## EXERCISE DETAILS
Copy every record below exactly.

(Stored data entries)
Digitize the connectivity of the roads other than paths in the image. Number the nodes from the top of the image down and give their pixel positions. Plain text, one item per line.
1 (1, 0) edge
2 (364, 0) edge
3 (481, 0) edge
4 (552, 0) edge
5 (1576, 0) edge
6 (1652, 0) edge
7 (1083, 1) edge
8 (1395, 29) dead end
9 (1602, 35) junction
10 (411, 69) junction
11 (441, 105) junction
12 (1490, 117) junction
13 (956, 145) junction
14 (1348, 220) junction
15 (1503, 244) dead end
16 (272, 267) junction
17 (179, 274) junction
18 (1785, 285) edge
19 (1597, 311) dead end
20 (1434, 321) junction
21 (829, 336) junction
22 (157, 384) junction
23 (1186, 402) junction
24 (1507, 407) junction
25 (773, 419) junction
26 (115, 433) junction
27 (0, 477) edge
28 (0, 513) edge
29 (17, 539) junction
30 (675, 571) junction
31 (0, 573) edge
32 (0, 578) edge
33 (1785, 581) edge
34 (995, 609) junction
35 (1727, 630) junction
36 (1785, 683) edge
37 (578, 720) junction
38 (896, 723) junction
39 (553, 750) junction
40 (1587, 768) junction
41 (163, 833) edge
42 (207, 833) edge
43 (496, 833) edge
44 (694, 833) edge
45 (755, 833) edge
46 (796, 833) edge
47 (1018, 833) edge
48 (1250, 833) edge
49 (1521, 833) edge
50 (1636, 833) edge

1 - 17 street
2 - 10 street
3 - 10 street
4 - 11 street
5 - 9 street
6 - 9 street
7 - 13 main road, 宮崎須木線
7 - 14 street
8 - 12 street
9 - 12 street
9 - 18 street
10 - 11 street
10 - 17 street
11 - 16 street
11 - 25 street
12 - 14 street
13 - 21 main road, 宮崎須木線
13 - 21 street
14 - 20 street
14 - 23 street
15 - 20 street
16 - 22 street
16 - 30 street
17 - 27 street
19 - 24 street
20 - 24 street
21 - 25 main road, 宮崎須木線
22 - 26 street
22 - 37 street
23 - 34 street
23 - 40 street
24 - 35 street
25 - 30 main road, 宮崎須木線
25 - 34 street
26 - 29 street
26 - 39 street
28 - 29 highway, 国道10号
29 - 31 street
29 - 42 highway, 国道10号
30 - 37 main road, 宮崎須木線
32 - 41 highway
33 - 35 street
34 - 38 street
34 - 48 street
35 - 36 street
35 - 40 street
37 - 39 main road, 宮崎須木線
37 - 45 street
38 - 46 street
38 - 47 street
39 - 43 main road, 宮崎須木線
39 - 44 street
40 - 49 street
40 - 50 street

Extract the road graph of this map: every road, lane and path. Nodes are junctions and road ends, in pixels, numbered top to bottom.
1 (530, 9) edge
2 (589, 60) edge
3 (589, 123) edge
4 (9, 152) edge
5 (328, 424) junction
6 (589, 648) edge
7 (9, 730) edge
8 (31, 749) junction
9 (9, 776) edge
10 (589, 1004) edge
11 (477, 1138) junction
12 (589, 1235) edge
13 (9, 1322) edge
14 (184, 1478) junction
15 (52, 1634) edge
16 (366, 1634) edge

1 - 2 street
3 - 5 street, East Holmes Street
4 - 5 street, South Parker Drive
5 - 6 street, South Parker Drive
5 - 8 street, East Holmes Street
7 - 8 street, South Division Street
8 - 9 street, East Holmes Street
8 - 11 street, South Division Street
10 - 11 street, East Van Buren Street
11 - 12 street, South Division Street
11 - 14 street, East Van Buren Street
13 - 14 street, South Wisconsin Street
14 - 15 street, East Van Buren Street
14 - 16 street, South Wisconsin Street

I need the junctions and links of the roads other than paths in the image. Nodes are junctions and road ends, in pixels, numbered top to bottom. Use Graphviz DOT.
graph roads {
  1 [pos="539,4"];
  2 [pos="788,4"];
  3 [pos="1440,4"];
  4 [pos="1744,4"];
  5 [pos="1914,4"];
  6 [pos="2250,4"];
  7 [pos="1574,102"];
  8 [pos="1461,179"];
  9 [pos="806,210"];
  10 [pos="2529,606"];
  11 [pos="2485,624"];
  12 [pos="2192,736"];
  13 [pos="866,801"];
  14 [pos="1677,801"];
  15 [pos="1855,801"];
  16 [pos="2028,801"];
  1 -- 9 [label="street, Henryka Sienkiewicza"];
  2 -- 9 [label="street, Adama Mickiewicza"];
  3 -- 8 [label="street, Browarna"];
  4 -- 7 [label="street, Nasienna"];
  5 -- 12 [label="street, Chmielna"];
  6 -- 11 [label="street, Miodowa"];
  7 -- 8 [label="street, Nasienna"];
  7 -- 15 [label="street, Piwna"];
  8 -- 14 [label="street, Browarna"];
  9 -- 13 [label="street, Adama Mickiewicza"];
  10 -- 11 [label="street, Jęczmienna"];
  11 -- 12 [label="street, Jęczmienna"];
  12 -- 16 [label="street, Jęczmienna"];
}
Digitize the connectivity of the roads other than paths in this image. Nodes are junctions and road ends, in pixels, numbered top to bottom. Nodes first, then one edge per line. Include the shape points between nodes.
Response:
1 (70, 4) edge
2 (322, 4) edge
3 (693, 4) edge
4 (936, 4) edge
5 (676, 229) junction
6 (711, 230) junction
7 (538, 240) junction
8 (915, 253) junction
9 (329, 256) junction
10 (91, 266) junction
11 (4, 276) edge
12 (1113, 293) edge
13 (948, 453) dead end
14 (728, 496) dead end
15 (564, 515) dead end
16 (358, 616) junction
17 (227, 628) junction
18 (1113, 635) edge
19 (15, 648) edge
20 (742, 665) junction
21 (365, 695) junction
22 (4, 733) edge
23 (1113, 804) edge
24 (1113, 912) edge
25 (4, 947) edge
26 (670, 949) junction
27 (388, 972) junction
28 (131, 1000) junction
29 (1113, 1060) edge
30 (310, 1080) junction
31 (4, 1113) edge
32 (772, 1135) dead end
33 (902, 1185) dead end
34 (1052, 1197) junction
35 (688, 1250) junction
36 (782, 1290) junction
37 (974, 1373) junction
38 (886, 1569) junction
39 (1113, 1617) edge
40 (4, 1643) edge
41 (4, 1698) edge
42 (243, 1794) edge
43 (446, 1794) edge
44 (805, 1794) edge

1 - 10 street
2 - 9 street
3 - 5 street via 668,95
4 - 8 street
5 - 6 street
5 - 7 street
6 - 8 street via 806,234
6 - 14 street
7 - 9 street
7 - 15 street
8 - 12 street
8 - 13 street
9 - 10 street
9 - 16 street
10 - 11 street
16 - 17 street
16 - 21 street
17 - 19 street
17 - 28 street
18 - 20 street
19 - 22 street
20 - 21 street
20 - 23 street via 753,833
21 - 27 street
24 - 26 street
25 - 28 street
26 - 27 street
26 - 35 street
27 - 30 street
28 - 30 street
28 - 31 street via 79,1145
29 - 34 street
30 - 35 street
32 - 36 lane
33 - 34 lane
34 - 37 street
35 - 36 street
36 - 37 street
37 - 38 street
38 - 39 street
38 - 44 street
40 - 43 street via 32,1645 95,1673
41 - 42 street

## SOLUTION FOR THIS TASK
Digitize the connectivity of the roads other than paths in the image. Number the nodes from the top of the image down and give their pixel positions. Plain text, one item per line.
1 (1, 0) edge
2 (364, 0) edge
3 (481, 0) edge
4 (552, 0) edge
5 (1576, 0) edge
6 (1652, 0) edge
7 (1083, 1) edge
8 (1395, 29) dead end
9 (1602, 35) junction
10 (411, 69) junction
11 (441, 105) junction
12 (1490, 117) junction
13 (956, 145) junction
14 (1348, 220) junction
15 (1503, 244) dead end
16 (272, 267) junction
17 (179, 274) junction
18 (1785, 285) edge
19 (1597, 311) dead end
20 (1434, 321) junction
21 (829, 336) junction
22 (157, 384) junction
23 (1186, 402) junction
24 (1507, 407) junction
25 (773, 419) junction
26 (115, 433) junction
27 (0, 477) edge
28 (0, 513) edge
29 (17, 539) junction
30 (675, 571) junction
31 (0, 573) edge
32 (0, 578) edge
33 (1785, 581) edge
34 (995, 609) junction
35 (1727, 630) junction
36 (1785, 683) edge
37 (578, 720) junction
38 (896, 723) junction
39 (553, 750) junction
40 (1587, 768) junction
41 (163, 833) edge
42 (207, 833) edge
43 (496, 833) edge
44 (694, 833) edge
45 (755, 833) edge
46 (796, 833) edge
47 (1018, 833) edge
48 (1250, 833) edge
49 (1521, 833) edge
50 (1636, 833) edge

1 - 17 street
2 - 10 street
3 - 10 street
4 - 11 street
5 - 9 street
6 - 9 street
7 - 13 main road, 宮崎須木線
7 - 14 street
8 - 12 street
9 - 12 street
9 - 18 street
10 - 11 street
10 - 17 street
11 - 16 street
11 - 25 street
12 - 14 street
13 - 21 main road, 宮崎須木線
13 - 21 street
14 - 20 street
14 - 23 street
15 - 20 street
16 - 22 street
16 - 30 street
17 - 27 street
19 - 24 street
20 - 24 street
21 - 25 main road, 宮崎須木線
22 - 26 street
22 - 37 street
23 - 34 street
23 - 40 street
24 - 35 street
25 - 30 main road, 宮崎須木線
25 - 34 street
26 - 29 street
26 - 39 street
28 - 29 highway, 国道10号
29 - 31 street
29 - 42 highway, 国道10号
30 - 37 main road, 宮崎須木線
32 - 41 highway
33 - 35 street
34 - 38 street
34 - 48 street
35 - 36 street
35 - 40 street
37 - 39 main road, 宮崎須木線
37 - 45 street
38 - 46 street
38 - 47 street
39 - 43 main road, 宮崎須木線
39 - 44 street
40 - 49 street
40 - 50 street

Extract the road graph of this map: every road, lane and path. Nodes are junctions and road ends, in pixels, numbered top to bottom.
1 (530, 9) edge
2 (589, 60) edge
3 (589, 123) edge
4 (9, 152) edge
5 (328, 424) junction
6 (589, 648) edge
7 (9, 730) edge
8 (31, 749) junction
9 (9, 776) edge
10 (589, 1004) edge
11 (477, 1138) junction
12 (589, 1235) edge
13 (9, 1322) edge
14 (184, 1478) junction
15 (52, 1634) edge
16 (366, 1634) edge

1 - 2 street
3 - 5 street, East Holmes Street
4 - 5 street, South Parker Drive
5 - 6 street, South Parker Drive
5 - 8 street, East Holmes Street
7 - 8 street, South Division Street
8 - 9 street, East Holmes Street
8 - 11 street, South Division Street
10 - 11 street, East Van Buren Street
11 - 12 street, South Division Street
11 - 14 street, East Van Buren Street
13 - 14 street, South Wisconsin Street
14 - 15 street, East Van Buren Street
14 - 16 street, South Wisconsin Street

I need the junctions and links of the roads other than paths in the image. Nodes are junctions and road ends, in pixels, numbered top to bottom. Use Graphviz DOT.
graph roads {
  1 [pos="539,4"];
  2 [pos="788,4"];
  3 [pos="1440,4"];
  4 [pos="1744,4"];
  5 [pos="1914,4"];
  6 [pos="2250,4"];
  7 [pos="1574,102"];
  8 [pos="1461,179"];
  9 [pos="806,210"];
  10 [pos="2529,606"];
  11 [pos="2485,624"];
  12 [pos="2192,736"];
  13 [pos="866,801"];
  14 [pos="1677,801"];
  15 [pos="1855,801"];
  16 [pos="2028,801"];
  1 -- 9 [label="street, Henryka Sienkiewicza"];
  2 -- 9 [label="street, Adama Mickiewicza"];
  3 -- 8 [label="street, Browarna"];
  4 -- 7 [label="street, Nasienna"];
  5 -- 12 [label="street, Chmielna"];
  6 -- 11 [label="street, Miodowa"];
  7 -- 8 [label="street, Nasienna"];
  7 -- 15 [label="street, Piwna"];
  8 -- 14 [label="street, Browarna"];
  9 -- 13 [label="street, Adama Mickiewicza"];
  10 -- 11 [label="street, Jęczmienna"];
  11 -- 12 [label="street, Jęczmienna"];
  12 -- 16 [label="street, Jęczmienna"];
}
Digitize the connectivity of the roads other than paths in this image. Nodes are junctions and road ends, in pixels, numbered top to bottom. Nodes first, then one edge per line. Include the shape points between nodes.
Response:
1 (70, 4) edge
2 (322, 4) edge
3 (693, 4) edge
4 (936, 4) edge
5 (676, 229) junction
6 (711, 230) junction
7 (538, 240) junction
8 (915, 253) junction
9 (329, 256) junction
10 (91, 266) junction
11 (4, 276) edge
12 (1113, 293) edge
13 (948, 453) dead end
14 (728, 496) dead end
15 (564, 515) dead end
16 (358, 616) junction
17 (227, 628) junction
18 (1113, 635) edge
19 (15, 648) edge
20 (742, 665) junction
21 (365, 695) junction
22 (4, 733) edge
23 (1113, 804) edge
24 (1113, 912) edge
25 (4, 947) edge
26 (670, 949) junction
27 (388, 972) junction
28 (131, 1000) junction
29 (1113, 1060) edge
30 (310, 1080) junction
31 (4, 1113) edge
32 (772, 1135) dead end
33 (902, 1185) dead end
34 (1052, 1197) junction
35 (688, 1250) junction
36 (782, 1290) junction
37 (974, 1373) junction
38 (886, 1569) junction
39 (1113, 1617) edge
40 (4, 1643) edge
41 (4, 1698) edge
42 (243, 1794) edge
43 (446, 1794) edge
44 (805, 1794) edge

1 - 10 street
2 - 9 street
3 - 5 street via 668,95
4 - 8 street
5 - 6 street
5 - 7 street
6 - 8 street via 806,234
6 - 14 street
7 - 9 street
7 - 15 street
8 - 12 street
8 - 13 street
9 - 10 street
9 - 16 street
10 - 11 street
16 - 17 street
16 - 21 street
17 - 19 street
17 - 28 street
18 - 20 street
19 - 22 street
20 - 21 street
20 - 23 street via 753,833
21 - 27 street
24 - 26 street
25 - 28 street
26 - 27 street
26 - 35 street
27 - 30 street
28 - 30 street
28 - 31 street via 79,1145
29 - 34 street
30 - 35 street
32 - 36 lane
33 - 34 lane
34 - 37 street
35 - 36 street
36 - 37 street
37 - 38 street
38 - 39 street
38 - 44 street
40 - 43 street via 32,1645 95,1673
41 - 42 street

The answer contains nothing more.